16. Ferrite and cementite, already described in § 10, are the final products of the transformation of austenite in slow-cooling. β-ferrite and austenite are the normal constituents for the triangle GHM, α-ferrite (i.e. nearly pure α-iron) with austenite for the space MHSP, cementite with austenite for region 7, and α-ferrite and cementite jointly for regions 6 and 8. Ferrite and cementite are thus the normal and usual constituents of slowly cooled steel, including all structural steels, rail steel, &c., and of white cast iron (see § 18).

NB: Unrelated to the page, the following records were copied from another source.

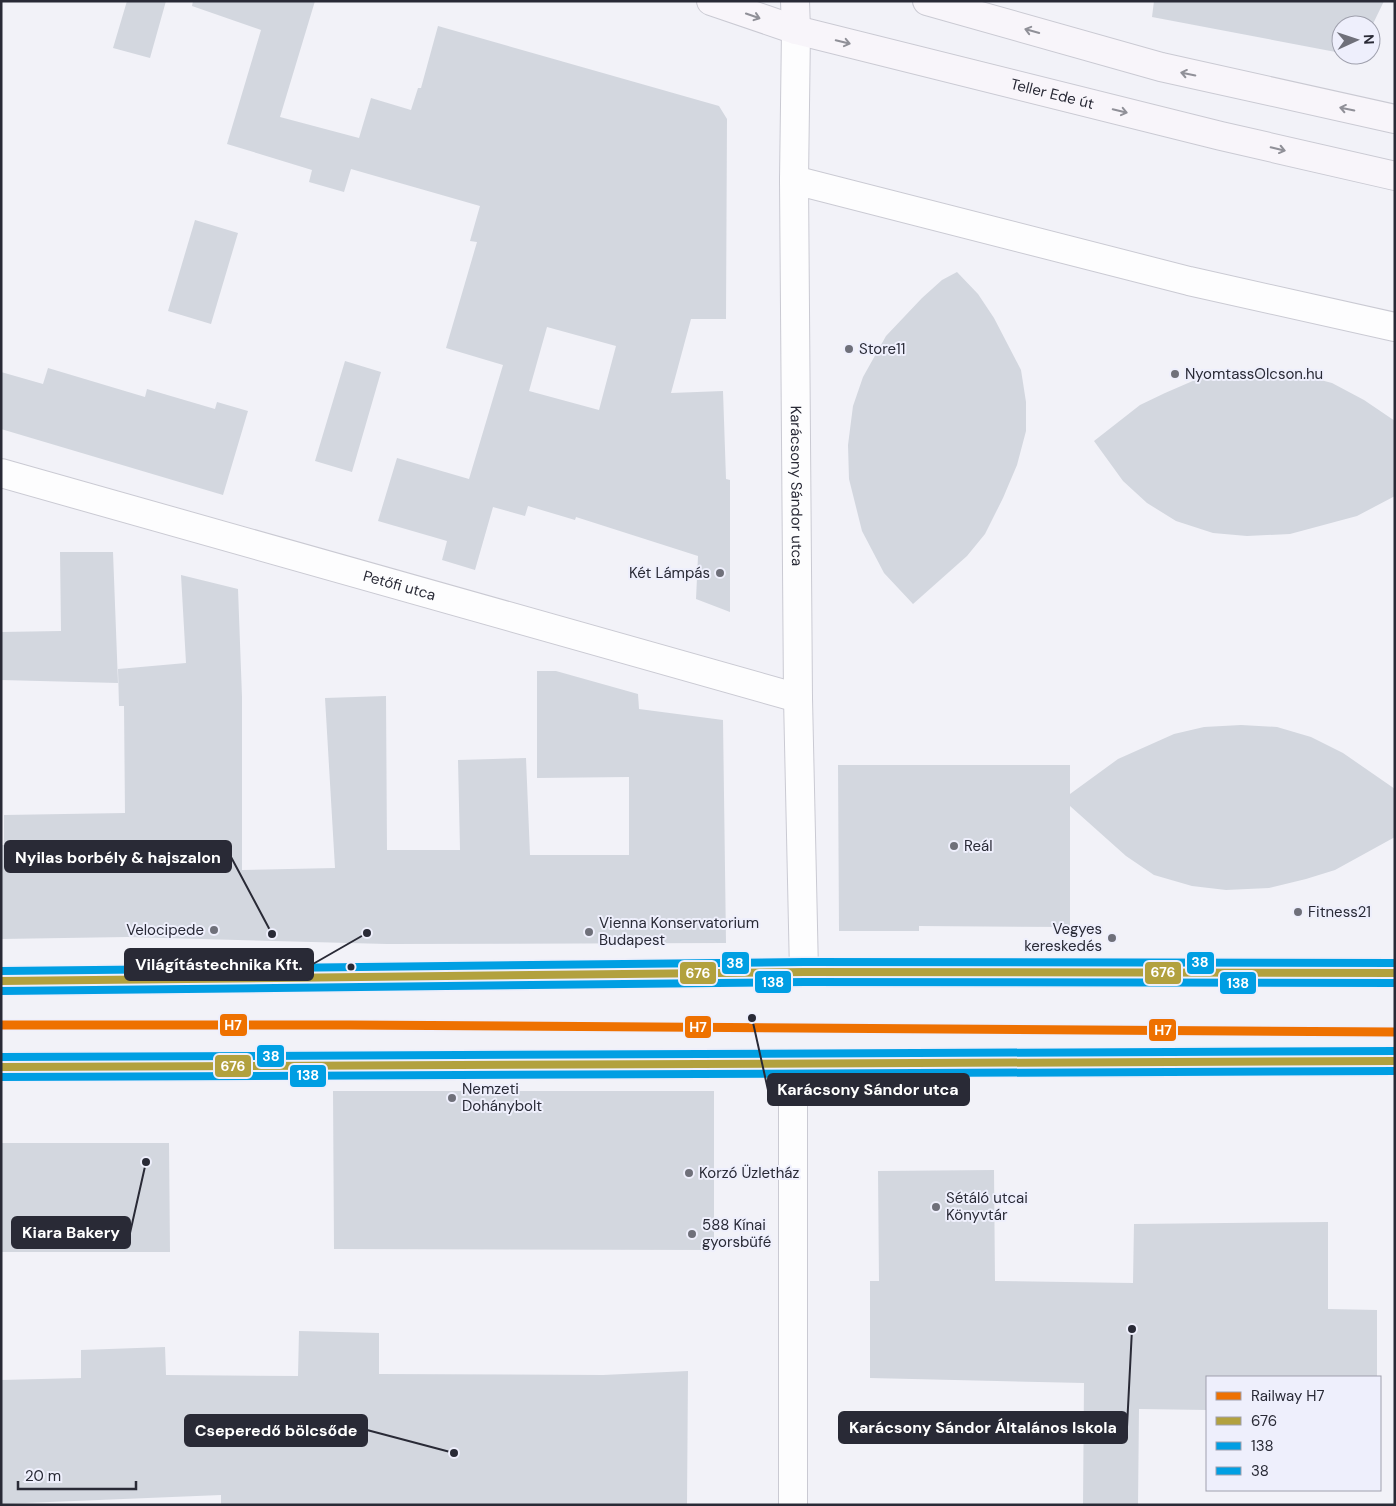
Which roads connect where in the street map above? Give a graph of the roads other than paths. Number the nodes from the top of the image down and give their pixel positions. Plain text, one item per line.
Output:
1 (711, 1) edge
2 (795, 1) edge
3 (927, 1) edge
4 (796, 30) junction
5 (1395, 119) edge
6 (1395, 176) edge
7 (794, 180) junction
8 (1395, 327) edge
9 (1, 472) edge
10 (798, 698) junction
11 (804, 972) junction
12 (1395, 973) edge
13 (1, 981) edge
14 (1395, 1061) edge
15 (1, 1067) edge
16 (793, 1082) dead end
17 (793, 1505) edge

1 -> 4 street, Teller Ede út
2 - 4 street, Karácsony Sándor utca
5 -> 3 street
4 -> 6 street, Teller Ede út
4 - 7 street, Karácsony Sándor utca
7 - 8 street
7 - 10 street, Karácsony Sándor utca
9 - 10 street, Petőfi utca
10 - 11 street, Karácsony Sándor utca
11 - 12 street
11 - 13 street
14 - 15 street
16 - 17 street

17. Pearlite.—The ferrite and cementite present interstratify habitually as a “eutectoid”[2] called “pearlite” (see [Alloys], Pl., fig. 11), in the ratio of about 6 parts of ferrite to 1 of cementite, and hence containing about 0.90% of carbon. Slowly cooled steel containing just 0.90% of carbon (S in fig. 1) consists of pearlite alone. Steel and white cast iron with more than this quantity of carbon consist typically of kernels of pearlite surrounded by envelopes of free cementite (see [Alloys], Pl., fig. 13) sufficient in quantity to represent their excess of carbon over the eutectoid ratio; they arc called “hyper-eutectoid,” and are represented by region 8 of Fig. 1. Steel containing less than this quantity of carbon consists typically of kernels of pearlite surrounded by envelopes of ferrite (see [Alloys], Pl., fig. 12) sufficient in quantity to represent their excess of iron over this eutectoid ratio; is called “hypo-eutectoid”; and is represented by region 6 of Fig. 1. This typical “envelope and kernel” structure is often only rudimentary.
The percentage of pearlite and of free ferrite or cementite in these products is shown in fig. 2, in which the ordinates of the line ABC represent the percentage of pearlite corresponding to each percentage of carbon, and the intercept ED, MN or KF, of any point H, P or L, measures the percentage of the excess of ferrite or cementite for hypo- and hyper-eutectic steel and white cast iron respectively.
| Fig. 2.—Relation between the carbon-content and the percentage of the several constituents of slowly cooled steel and white cast iron. |
18. The Carbon-Content, i.e. the Ratio of Ferrite to Cementite, of certain typical Steels.—Fig. 3 shows how, as the carbon-content rises from 0 to 4.5%, the percentage of the glass-hard cementite, which is 15 times that of the carbon itself, rises, and that of the soft copper-like ferrite falls, with consequent continuous increase of hardness and loss of malleableness and ductility. The tenacity or tensile strength increases till the carbon-content reaches about 1.25%, and the cementite about 19%, and then in turn falls, a result by no means surprising. The presence of a small quantity of the hard cementite ought naturally to strengthen the mass, by opposing the tendency of the soft ferrite to flow under any stress applied to it; but more cementite by its brittleness naturally weakens the mass, causing it to crack open under the distortion which stress inevitably causes. The fact that this decrease of strength begins shortly after the carbon-content rises above the eutectoid or pearlite ratio of 0.90% is natural, because the brittleness of the cementite which, in hyper-eutectoid steels, forms a more or less continuous skeleton ([Alloys], Pl., fig. 13) should be much more effective in starting cracks under distortion than that of the far more minute particles of cementite which lie embedded, indeed drowned, in the sixfold greater mass of ferrite with which they are associated in the pearlite itself. The large massive plates of cementite which form the network or skeleton in hyper-eutectoid steels should, under distortion, naturally tend to cut, in the softer pearlite, chasms too serious to be healed by the inflowing of the plastic ferrite, though this ferrite flows around and immediately heals over any cracks which form in the small quantity of cementite interstratified with it in the pearlite of hypo-eutectoid steels.